It would have been obvious to the person of ordinary skill in the art at the time of the filing of the invention to monitor hemoglobin levels and adjust dosages based upon hemoglobin measurements because Kumar sets forth the criteria for doing so. Although Kumar does not annotate the steps as in claims 2, 30, 33 and 38, the disclosure suggests baseline hemoglobin screening, treating with ActRIIB-Fc and fedratinib, monitoring the effects of treatment by taking subsequent hemoglobin levels, and increasing the doses if hemoglobin levels remain low. The express, implicit, and inherent disclosures of a prior art reference may be relied upon in the rejection of claims under 35 U.S.C. 103. “The inherent teaching of a prior art reference, a question of fact, arises both in the context of anticipation and obviousness.” In re Napier, 55 F.3d 610, 613, 34 USPQ2d 1782, 1784 (Fed. Cir. 1995) (affirmed a 35 U.S.C. 103 rejection based in part on inherent disclosure in one of the references). See also In re Grasselli, 713 F.2d 731, 739, 218 USPQ 769, 775 (Fed. Cir. 1983) and MPEP 2112.

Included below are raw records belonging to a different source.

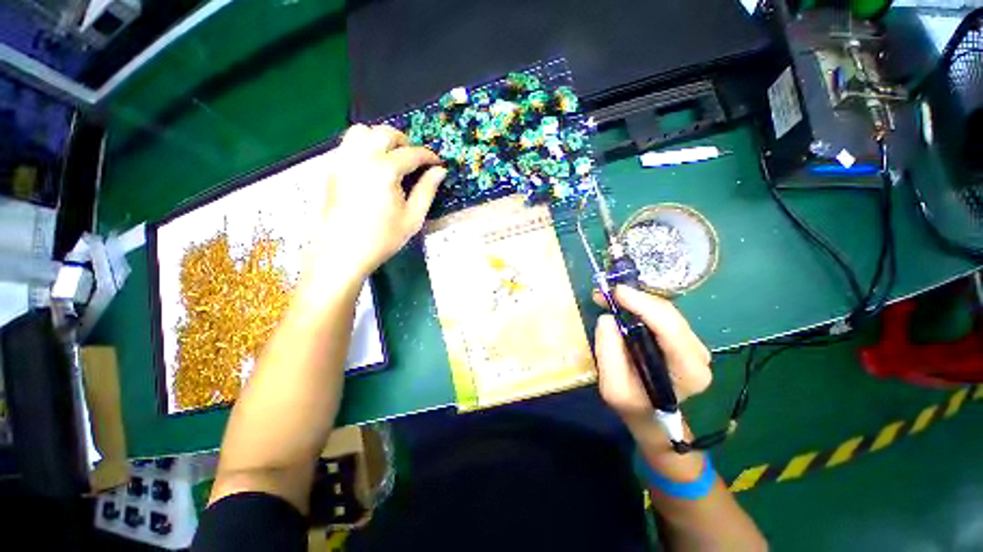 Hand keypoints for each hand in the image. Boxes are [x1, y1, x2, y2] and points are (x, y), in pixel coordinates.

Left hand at [306, 124, 446, 283]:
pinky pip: (347, 144)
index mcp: (385, 170)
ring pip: (361, 131)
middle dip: (405, 142)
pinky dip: (363, 145)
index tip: (437, 163)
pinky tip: (372, 165)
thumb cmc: (383, 238)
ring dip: (381, 138)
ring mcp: (342, 160)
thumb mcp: (413, 217)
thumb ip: (427, 190)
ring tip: (392, 156)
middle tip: (416, 159)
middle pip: (385, 133)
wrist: (342, 253)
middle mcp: (361, 157)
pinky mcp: (331, 168)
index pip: (412, 153)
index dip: (429, 156)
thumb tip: (440, 171)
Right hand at [594, 286, 710, 432]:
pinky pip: (662, 315)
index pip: (670, 328)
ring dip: (637, 300)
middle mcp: (699, 354)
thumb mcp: (613, 387)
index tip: (616, 292)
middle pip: (669, 315)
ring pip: (666, 311)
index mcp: (689, 371)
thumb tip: (607, 318)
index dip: (644, 305)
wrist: (651, 414)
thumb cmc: (633, 405)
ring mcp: (693, 345)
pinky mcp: (682, 338)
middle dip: (637, 298)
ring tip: (609, 298)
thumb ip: (608, 353)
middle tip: (607, 292)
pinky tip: (623, 304)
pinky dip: (640, 306) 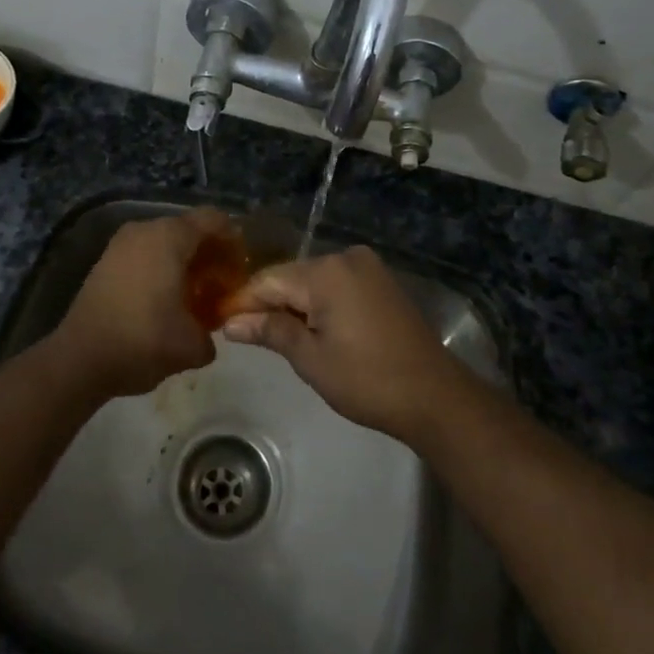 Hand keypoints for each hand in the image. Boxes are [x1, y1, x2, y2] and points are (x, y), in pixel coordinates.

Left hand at [47, 207, 231, 398]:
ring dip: (186, 263)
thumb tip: (209, 333)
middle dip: (211, 254)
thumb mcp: (192, 345)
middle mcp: (145, 230)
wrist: (79, 360)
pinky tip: (168, 301)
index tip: (243, 268)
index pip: (214, 219)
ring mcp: (121, 244)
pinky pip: (145, 254)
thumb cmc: (143, 341)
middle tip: (224, 285)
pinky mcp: (106, 261)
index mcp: (170, 237)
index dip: (234, 240)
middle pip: (190, 229)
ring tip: (197, 296)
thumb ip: (213, 332)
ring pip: (166, 242)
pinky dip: (162, 269)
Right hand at [218, 246, 466, 441]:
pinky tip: (309, 328)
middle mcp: (346, 257)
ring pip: (313, 281)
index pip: (268, 280)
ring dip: (293, 304)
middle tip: (243, 335)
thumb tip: (231, 323)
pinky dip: (319, 304)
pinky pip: (336, 285)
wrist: (434, 395)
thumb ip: (270, 331)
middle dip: (268, 303)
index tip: (219, 323)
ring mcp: (367, 267)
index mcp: (326, 271)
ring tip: (272, 335)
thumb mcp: (311, 359)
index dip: (243, 302)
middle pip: (291, 277)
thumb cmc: (366, 380)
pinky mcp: (381, 282)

Further, as noted by the United States Supreme Court, if a person of ordinary skill can implement a predictable variation, §103 likely bars its patentability. “When there is a design need or market pressure to solve a problem and there are a finite number of identified, predictable solutions, a person of ordinary skill has good reason to pursue the known options within his or her technical grasp. If this leads to the anticipated success, it is likely the product is not of innovation but of ordinary skill and common sense. In that instance the fact that a combination was obvious to try might show it was obvious under 35 U.S.C. 103.” KSR Int'l Co. v. Teleflex Inc., 127 S.Ct. 1727, 1742, 82USPQ2d 1385, 1396 (2007). The person of ordinary skill in the art would have been motivated to monitor prognostic endpoints prior to treatment and adjust treatment based on changes in the endpoints because the person of ordinary skill in the art in the field of medicine would want to provide the best possible care at the lowest possible dose. Furthermore, the person of ordinary skill in the art could have reasonably expected success because monitoring anemia in myelofibrosis was routine in the art prior to the time of filing of the invention.
Thus, the claims do not contribute anything non-obvious over the prior art.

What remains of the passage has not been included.